[Data excerpts]
········

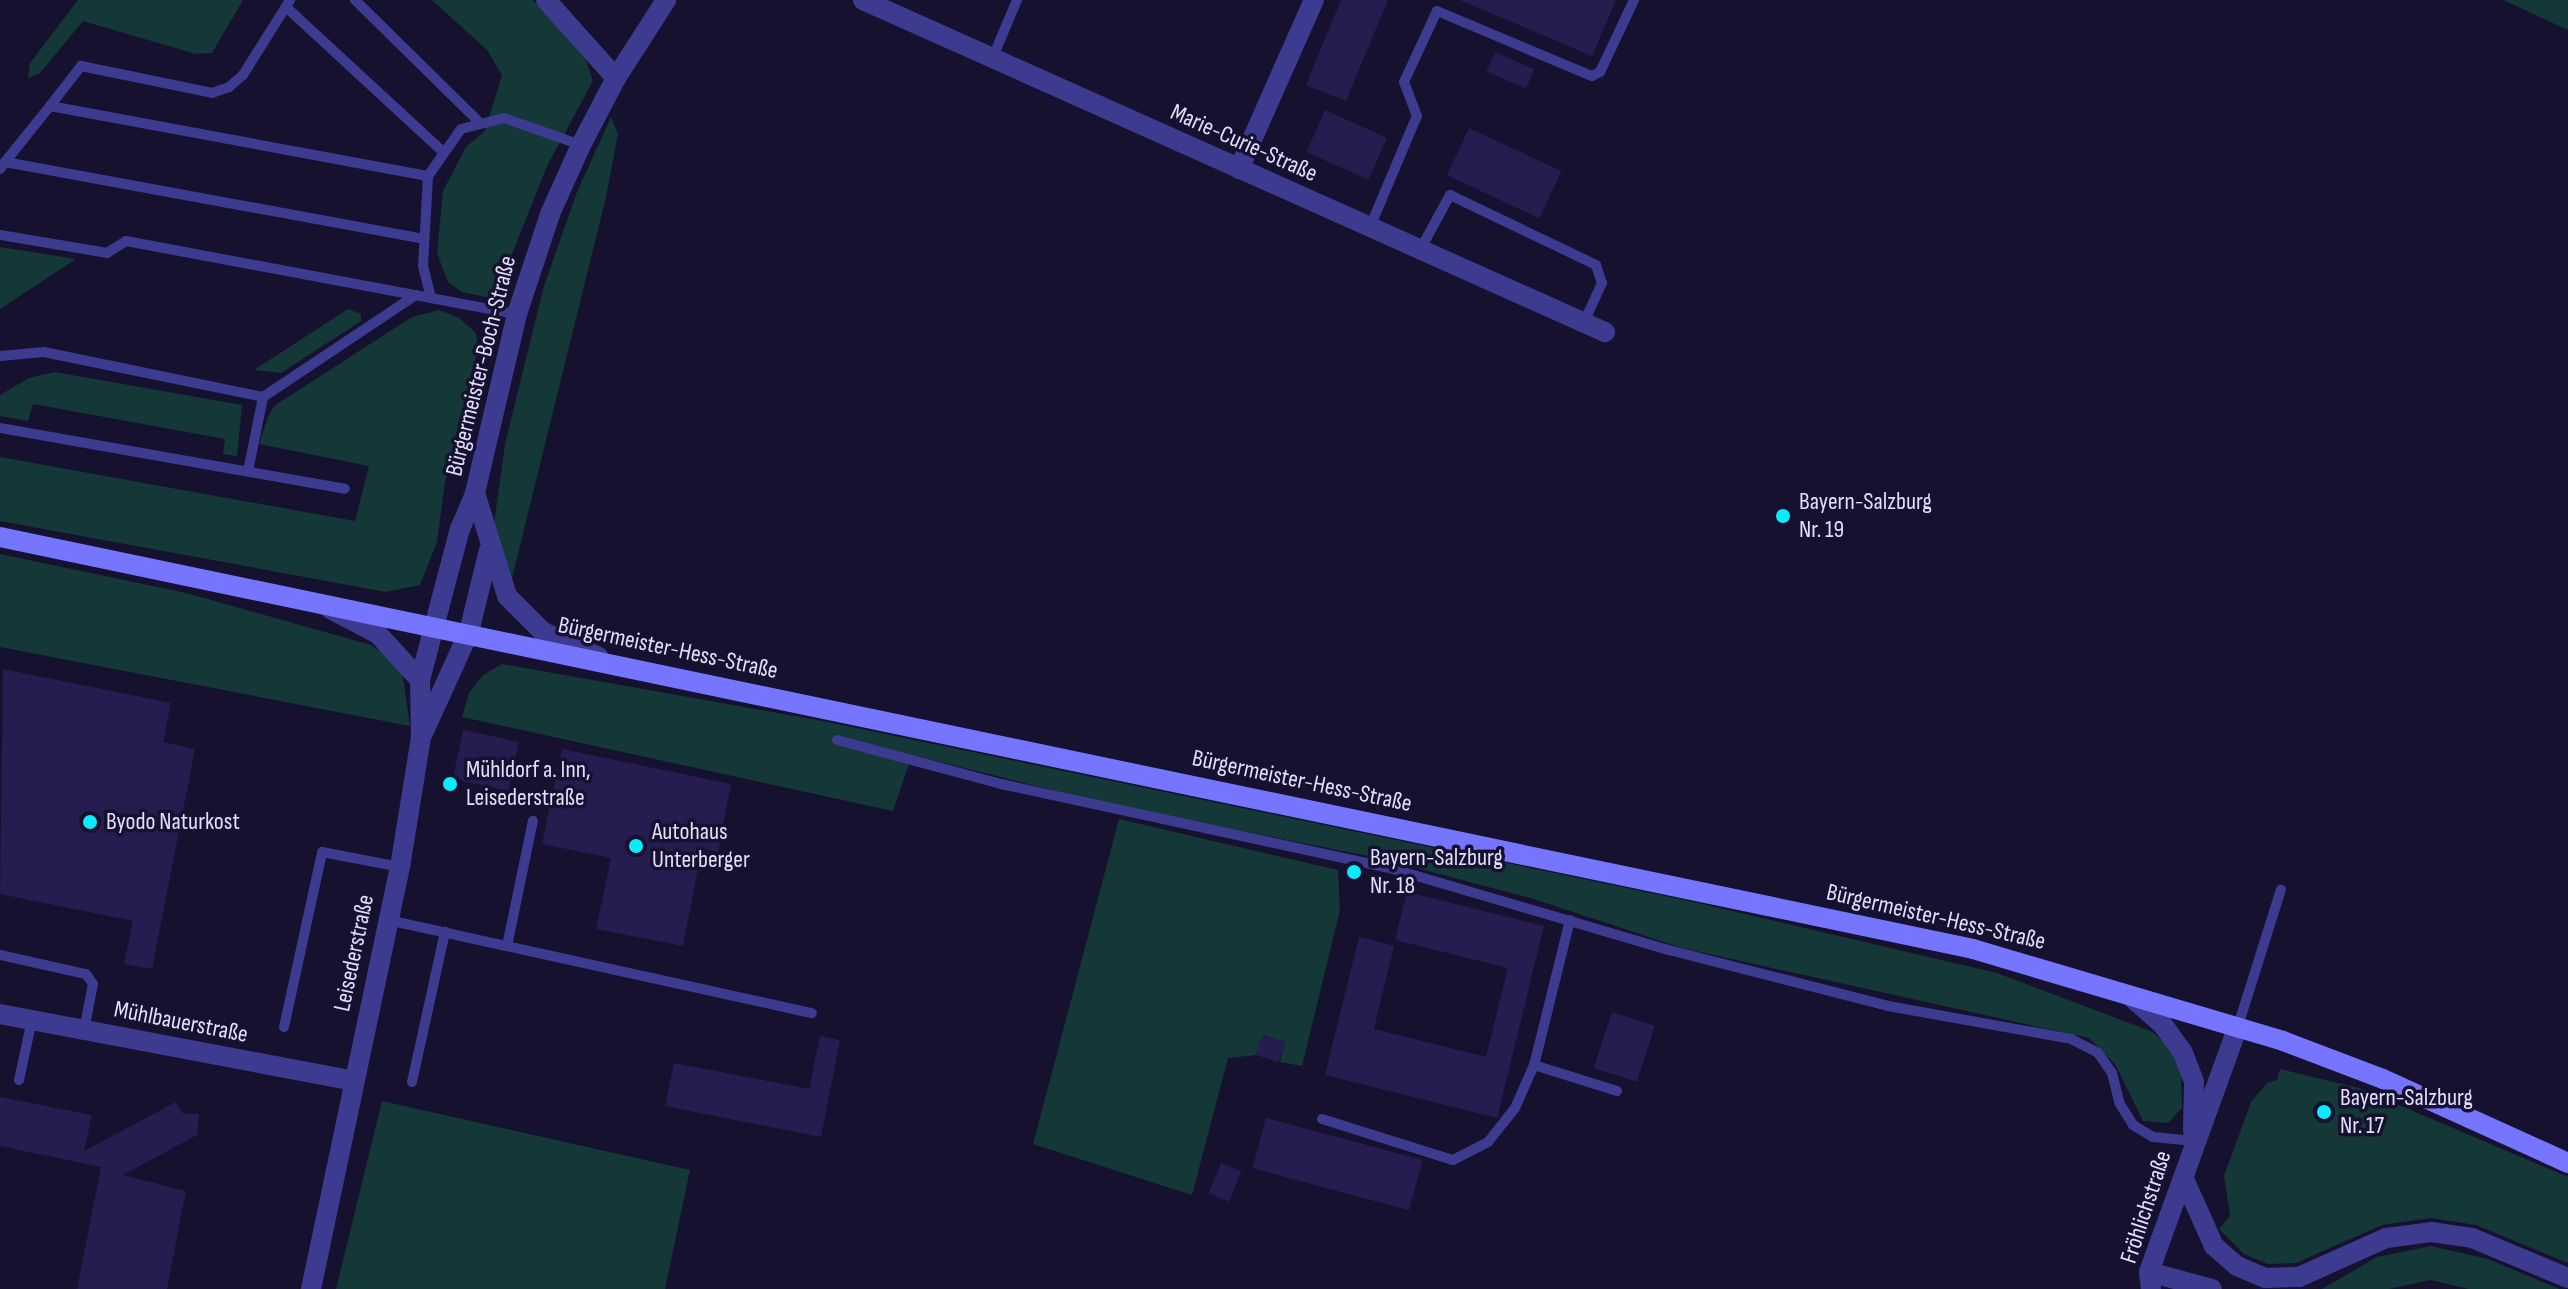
<!DOCTYPE html>
<html>
<head>
<meta charset="utf-8">
<style>
	body { margin:0 }
	#map { position:relative; width:2568px; height:1289px; overflow:hidden; background:#16112e; font-family:"Sofia Sans Condensed",sans-serif }
	div>[style] { position:absolute }
	.green>* { inset:0; background:#143837 }
	.building>* { inset:0; background:#261c50; transform-origin:0 0 }
	.lane>* { height:10px; margin:-5px; padding:0 5px; transform-origin:5px; border-radius:5px; background:#3c3b8f }
	.street>* { height:20px; margin:-10px; padding:0 10px; transform-origin:10px; border-radius:10px; background:#3c3b8f }
	.secondary>* { height:20px; margin:-10px; padding:0 10px; transform-origin:10px; border-radius:10px; background:#7675ff }
	.dots>* { width:22px; height:22px; translate:-50% -50%; box-sizing:border-box; border:4px solid #16112e; border-radius:50% }
	span { translate:-50% -50%; white-space:nowrap; text-align:center; line-height:1.15; -webkit-text-stroke:7px #16112e; paint-order:stroke }
	.street-label { font-size:24px; color:#e1deff }
	.poi-label { font-size:24px; color:#e1deff }
	.left { translate:0 -50%; text-align:left }
</style>
</head>
<body>
<div id="map">
	<div class="green">
		<i style="clip-path:polygon(78px 0,243px 0,212px 53px,196px 54px,83px 21px,39px 74px,28px 78px,30px 63px)"></i>
		<i style="clip-path:polygon(432px 0,533px 0,585px 57px,593px 81px,548px 164px,496px 294px,486px 297px,462px 292px,448px 282px,437px 253px,443px 191px,466px 147px,485px 131px,502px 75px,487px 50px)"></i>
		<i style="clip-path:polygon(2503px 0,2568px 0,2568px 30px)"></i>
		<i style="clip-path:polygon(611px 117px,618px 134px,606px 197px,511px 582px,494px 524px,505px 444px,544px 286px,577px 192px)"></i>
		<i style="clip-path:polygon(0 247px,76px 259px,0 309px)"></i>
		<i style="clip-path:polygon(348px 309px,361px 314px,361px 321px,281px 373px,254px 370px)"></i>
		<i style="clip-path:polygon(439px 310px,459px 318px,476px 333px,478px 348px,445px 482px,437px 542px,420px 585px,386px 592px,0 521px,0 457px,355px 521px,369px 466px,259px 444px,268px 417px,274px 406px,412px 317px)"></i>
		<i style="clip-path:polygon(55px 372px,242px 405px,237px 456px,223px 454px,225px 439px,33px 404px,28px 421px,0 416px,0 395px,29px 378px)"></i>
		<i style="clip-path:polygon(0 554px,186px 593px,371px 645px,396px 662px,403px 677px,410px 726px,0 647px)"></i>
		<i style="clip-path:polygon(502px 664px,828px 722px,1694px 902px,1997px 973px,2153px 1032px,2174px 1053px,2181px 1071px,2182px 1108px,2168px 1123px,2143px 1121px,2115px 1064px,2089px 1038px,1682px 948px,1534px 899px,1383px 859px,1121px 807px,912px 755px,893px 811px,462px 717px,469px 693px,483px 675px)"></i>
		<i style="clip-path:polygon(1119px 819px,1338px 870px,1340px 910px,1302px 1066px,1280px 1062px,1285px 1042px,1263px 1035px,1257px 1055px,1228px 1058px,1192px 1195px,1033px 1144px)"></i>
		<i style="clip-path:polygon(2280px 1069px,2359px 1088px,2568px 1177px,2568px 1263px,2476px 1225px,2431px 1218px,2382px 1225px,2296px 1263px,2268px 1264px,2244px 1254px,2219px 1229px,2230px 1216px,2224px 1176px,2251px 1102px,2267px 1083px,2277px 1080px)"></i>
		<i style="clip-path:polygon(382px 1101px,690px 1170px,665px 1289px,336px 1289px)"></i>
		<i style="clip-path:polygon(2431px 1246px,2488px 1259px,2559px 1289px,2469px 1289px,2430px 1280px,2389px 1289px,2322px 1289px,2377px 1257px)"></i>
	</div>
	<div class="building">
		<i style="clip-path:polygon(1341px 0,1388px 0,1346px 101px,1306px 85px)"></i>
		<i style="clip-path:polygon(1460px 0,1616px 0,1592px 56px)"></i>
		<i style="left:1495px;top:52px;width:43px;height:21px;rotate:24deg"></i>
		<i style="left:1325px;top:110px;width:68px;height:46px;rotate:24deg"></i>
		<i style="left:1469px;top:128px;width:102px;height:52px;rotate:25deg"></i>
		<i style="clip-path:polygon(3px 669px,171px 703px,163px 742px,195px 749px,152px 969px,124px 964px,133px 921px,0 894px)"></i>
		<i style="left:463px;top:730px;width:57px;height:50px;rotate:12deg"></i>
		<i style="clip-path:polygon(562px 749px,731px 784px,718px 852px,702px 848px,683px 946px,596px 929px,611px 858px,542px 844px)"></i>
		<i style="clip-path:polygon(1407px 892px,1544px 926px,1497px 1118px,1325px 1075px,1359px 937px,1394px 946px,1374px 1029px,1486px 1057px,1508px 968px,1395px 940px)"></i>
		<i style="left:1612px;top:1012px;width:45px;height:59px;rotate:18deg"></i>
		<i style="left:1262px;top:1035px;width:24px;height:21px;rotate:17deg"></i>
		<i style="clip-path:polygon(820px 1036px,840px 1040px,821px 1137px,665px 1106px,674px 1063px,809px 1089px)"></i>
		<i style="clip-path:polygon(0 1097px,92px 1115px,84px 1151px,176px 1102px,182px 1113px,199px 1114px,197px 1135px,123px 1175px,186px 1191px,167px 1289px,77px 1289px,101px 1167px,0 1146px)"></i>
		<i style="left:1266px;top:1118px;width:162px;height:52px;rotate:15deg"></i>
		<i style="left:1221px;top:1163px;width:22px;height:33px;rotate:22deg"></i>
	</div>
	<div class="lane">
		<i style="left:355px;top:0;width:173px;rotate:44.5deg"></i>
		<i style="left:286px;top:7px;width:212px;rotate:42.7deg"></i>
		<i style="left:992px;top:59px;width:64px;rotate:-67deg"></i>
		<i style="left:50px;top:106px;width:51px;rotate:-52.2deg"></i>
		<i style="left:81px;top:66px;width:134px;rotate:11.6deg"></i>
		<i style="left:212px;top:93px;width:18px;rotate:-19deg"></i>
		<i style="left:229px;top:87px;width:18px;rotate:-41deg"></i>
		<i style="left:243px;top:75px;width:89px;rotate:-57.9deg"></i>
		<i style="left:5px;top:162px;width:72px;rotate:-51.2deg"></i>
		<i style="left:50px;top:106px;width:384px;rotate:10.5deg"></i>
		<i style="left:0;top:169px;width:9px;rotate:-54deg"></i>
		<i style="left:5px;top:162px;width:426px;rotate:10.4deg"></i>
		<i style="left:1370px;top:227px;width:121px;rotate:-67.1deg"></i>
		<i style="left:1417px;top:116px;width:36px;rotate:-111deg"></i>
		<i style="left:1404px;top:82px;width:78px;rotate:-65.1deg"></i>
		<i style="left:1437px;top:11px;width:168px;rotate:22.8deg"></i>
		<i style="left:1592px;top:76px;width:9px;rotate:-27deg"></i>
		<i style="left:1600px;top:72px;width:80px;rotate:-64.7deg"></i>
		<i style="left:0;top:235px;width:109px;rotate:9.5deg"></i>
		<i style="left:107px;top:253px;width:22px;rotate:-32deg"></i>
		<i style="left:126px;top:241px;width:398px;rotate:10.6deg"></i>
		<i style="left:1420px;top:250px;width:63px;rotate:-61.4deg"></i>
		<i style="left:1450px;top:195px;width:162px;rotate:25.6deg"></i>
		<i style="left:1596px;top:265px;width:19px;rotate:72deg"></i>
		<i style="left:1602px;top:283px;width:43px;rotate:114.8deg"></i>
		<i style="left:431px;top:298px;width:33px;rotate:-104deg"></i>
		<i style="left:423px;top:266px;width:90px;rotate:-86.8deg"></i>
		<i style="left:428px;top:176px;width:57px;rotate:-54.9deg"></i>
		<i style="left:461px;top:129px;width:44px;rotate:-14.3deg"></i>
		<i style="left:504px;top:118px;width:82px;rotate:19.3deg"></i>
		<i style="left:0;top:356px;width:44px;rotate:-5.2deg"></i>
		<i style="left:44px;top:352px;width:224px;rotate:11.6deg"></i>
		<i style="left:263px;top:397px;width:184px;rotate:-33.7deg"></i>
		<i style="left:0;top:428px;width:350px;rotate:10deg"></i>
		<i style="left:248px;top:471px;width:76px;rotate:-78.5deg"></i>
		<i style="left:837px;top:740px;width:170px;rotate:15deg"></i>
		<i style="left:1001px;top:784px;width:401px;rotate:12.2deg"></i>
		<i style="left:1393px;top:869px;width:288px;rotate:16.4deg"></i>
		<i style="left:1669px;top:950px;width:226px;rotate:14.3deg"></i>
		<i style="left:1888px;top:1006px;width:186px;rotate:10.2deg"></i>
		<i style="left:2071px;top:1039px;width:30px;rotate:27deg"></i>
		<i style="left:2098px;top:1053px;width:24px;rotate:55deg"></i>
		<i style="left:2112px;top:1073px;width:32px;rotate:76deg"></i>
		<i style="left:2120px;top:1104px;width:25px;rotate:58deg"></i>
		<i style="left:2133px;top:1125px;width:23px;rotate:31deg"></i>
		<i style="left:2153px;top:1137px;width:41px;rotate:5.6deg"></i>
		<i style="left:388px;top:920px;width:434px;rotate:12.4deg"></i>
		<i style="left:1570px;top:920px;width:149px;rotate:103.9deg"></i>
		<i style="left:1534px;top:1065px;width:87px;rotate:17.4deg"></i>
		<i style="left:507px;top:946px;width:128px;rotate:-78.3deg"></i>
		<i style="left:0;top:955px;width:88px;rotate:12.5deg"></i>
		<i style="left:86px;top:974px;width:12px;rotate:55deg"></i>
		<i style="left:93px;top:984px;width:47px;rotate:101.1deg"></i>
		<i style="left:2238px;top:1026px;width:143px;rotate:-72.5deg"></i>
		<i style="left:284px;top:1027px;width:179px;rotate:-77.7deg"></i>
		<i style="left:322px;top:852px;width:79px;rotate:10.9deg"></i>
		<i style="left:19px;top:1080px;width:61px;rotate:-77.8deg"></i>
		<i style="left:412px;top:1082px;width:154px;rotate:-77.6deg"></i>
		<i style="left:1322px;top:1119px;width:137px;rotate:17.4deg"></i>
		<i style="left:1453px;top:1160px;width:39px;rotate:-27deg"></i>
		<i style="left:1488px;top:1142px;width:43px;rotate:-51.5deg"></i>
		<i style="left:1515px;top:1108px;width:47px;rotate:-66.2deg"></i>
	</div>
	<div class="street">
		<i style="left:546px;top:0;width:105px;rotate:48.1deg"></i>
		<i style="left:863px;top:0;width:813px;rotate:24.11deg"></i>
		<i style="left:1239px;top:169px;width:185px;rotate:-66.1deg"></i>
		<i style="left:475px;top:493px;width:108px;rotate:72.7deg"></i>
		<i style="left:507px;top:596px;width:51px;rotate:45deg"></i>
		<i style="left:543px;top:632px;width:61px;rotate:24.1deg"></i>
		<i style="left:330px;top:609px;width:54px;rotate:27.5deg"></i>
		<i style="left:378px;top:634px;width:62px;rotate:47.6deg"></i>
		<i style="left:423px;top:733px;width:111px;rotate:-65.5deg"></i>
		<i style="left:469px;top:632px;width:84px;rotate:-76.3deg"></i>
		<i style="left:2129px;top:995px;width:45px;rotate:41.4deg"></i>
		<i style="left:2163px;top:1025px;width:34px;rotate:54deg"></i>
		<i style="left:2183px;top:1053px;width:31px;rotate:69deg"></i>
		<i style="left:2194px;top:1082px;width:49px;rotate:91.2deg"></i>
		<i style="left:0;top:1014px;width:359px;rotate:10.7deg"></i>
		<i style="left:2184px;top:1179px;width:73px;rotate:65.9deg"></i>
		<i style="left:2214px;top:1246px;width:30px;rotate:41deg"></i>
		<i style="left:2237px;top:1266px;width:30px;rotate:23deg"></i>
		<i style="left:2265px;top:1278px;width:34px;rotate:-2deg"></i>
		<i style="left:2299px;top:1277px;width:95px;rotate:-24.1deg"></i>
		<i style="left:2386px;top:1238px;width:45px;rotate:-7.6deg"></i>
		<i style="left:2431px;top:1232px;width:41px;rotate:8.3deg"></i>
		<i style="left:2472px;top:1238px;width:104px;rotate:22.6deg"></i>
		<i style="left:2149px;top:1272px;width:65px;rotate:15.1deg"></i>
		<i style="left:311px;top:1289px;width:431px;rotate:-78.1deg"></i>
		<i style="left:400px;top:867px;width:132px;rotate:-80.8deg"></i>
		<i style="left:421px;top:737px;width:57px;rotate:-91deg"></i>
		<i style="left:420px;top:680px;width:156px;rotate:-75.2deg"></i>
		<i style="left:460px;top:529px;width:39px;rotate:-67deg"></i>
		<i style="left:475px;top:493px;width:184px;rotate:-76.8deg"></i>
		<i style="left:517px;top:314px;width:105px;rotate:-71.7deg"></i>
		<i style="left:550px;top:214px;width:76px;rotate:-65.8deg"></i>
		<i style="left:581px;top:145px;width:76px;rotate:-62.4deg"></i>
		<i style="left:616px;top:78px;width:93px;rotate:-57.3deg"></i>
		<i style="left:2151px;top:1289px;width:17px;rotate:-97deg"></i>
		<i style="left:2149px;top:1272px;width:262px;rotate:-70.1deg"></i>
	</div>
	<div class="secondary">
		<i style="left:0;top:537px;width:2016px;rotate:11.79deg"></i>
		<i style="left:1973px;top:949px;width:323px;rotate:16.5deg"></i>
		<i style="left:2283px;top:1041px;width:107px;rotate:20.8deg"></i>
		<i style="left:2383px;top:1079px;width:203px;rotate:24.4deg"></i>
	</div>
	<div class="dots">
		<i style="left:1783px;top:516px;background:#0aebff"></i>
		<i style="left:450px;top:784px;background:#0aebff"></i>
		<i style="left:90px;top:822px;background:#0aebff"></i>
		<i style="left:636px;top:846px;background:#0aebff"></i>
		<i style="left:1354px;top:872px;background:#0aebff"></i>
		<i style="left:2324px;top:1112px;background:#0aebff"></i>
	</div>
	<div class="street-label">
		<span style="left:1244px;top:143px;rotate:24deg">Marie-Curie-Straße</span>
		<span style="left:481px;top:366px;rotate:-76deg">Bürgermeister-Boch-Straße</span>
		<span style="left:668px;top:648px;rotate:12deg">Bürgermeister-Hess-Straße</span>
		<span style="left:1302px;top:781px;rotate:12deg">Bürgermeister-Hess-Straße</span>
		<span style="left:1936px;top:917px;rotate:13deg">Bürgermeister-Hess-Straße</span>
		<span style="left:354px;top:953px;rotate:-78deg">Leisederstraße</span>
		<span style="left:181px;top:1022px;rotate:11deg">Mühlbauerstraße</span>
		<span style="left:2146px;top:1207px;rotate:-72deg">Fröhlichstraße</span>
	</div>
	<div class="poi-label">
		<span class="left" style="left:1799px;top:516px">Bayern-Salzburg<br>Nr. 19</span>
		<span class="left" style="left:466px;top:784px">Mühldorf a. Inn,<br>Leisederstraße</span>
		<span class="left" style="left:106px;top:822px">Byodo Naturkost</span>
		<span class="left" style="left:652px;top:846px">Autohaus<br>Unterberger</span>
		<span class="left" style="left:1370px;top:872px">Bayern-Salzburg<br>Nr. 18</span>
		<span class="left" style="left:2340px;top:1112px">Bayern-Salzburg<br>Nr. 17</span>
	</div>
</div>
</body>
</html>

········

▶ [ACTIVITY]: Copy every line of the records above that contains "align".

▶ [SOLUTION TO THE EXERCISE]:
	span { translate:-50% -50%; white-space:nowrap; text-align:center; line-height:1.15; -webkit-text-stroke:7px #16112e; paint-order:stroke }
	.left { translate:0 -50%; text-align:left }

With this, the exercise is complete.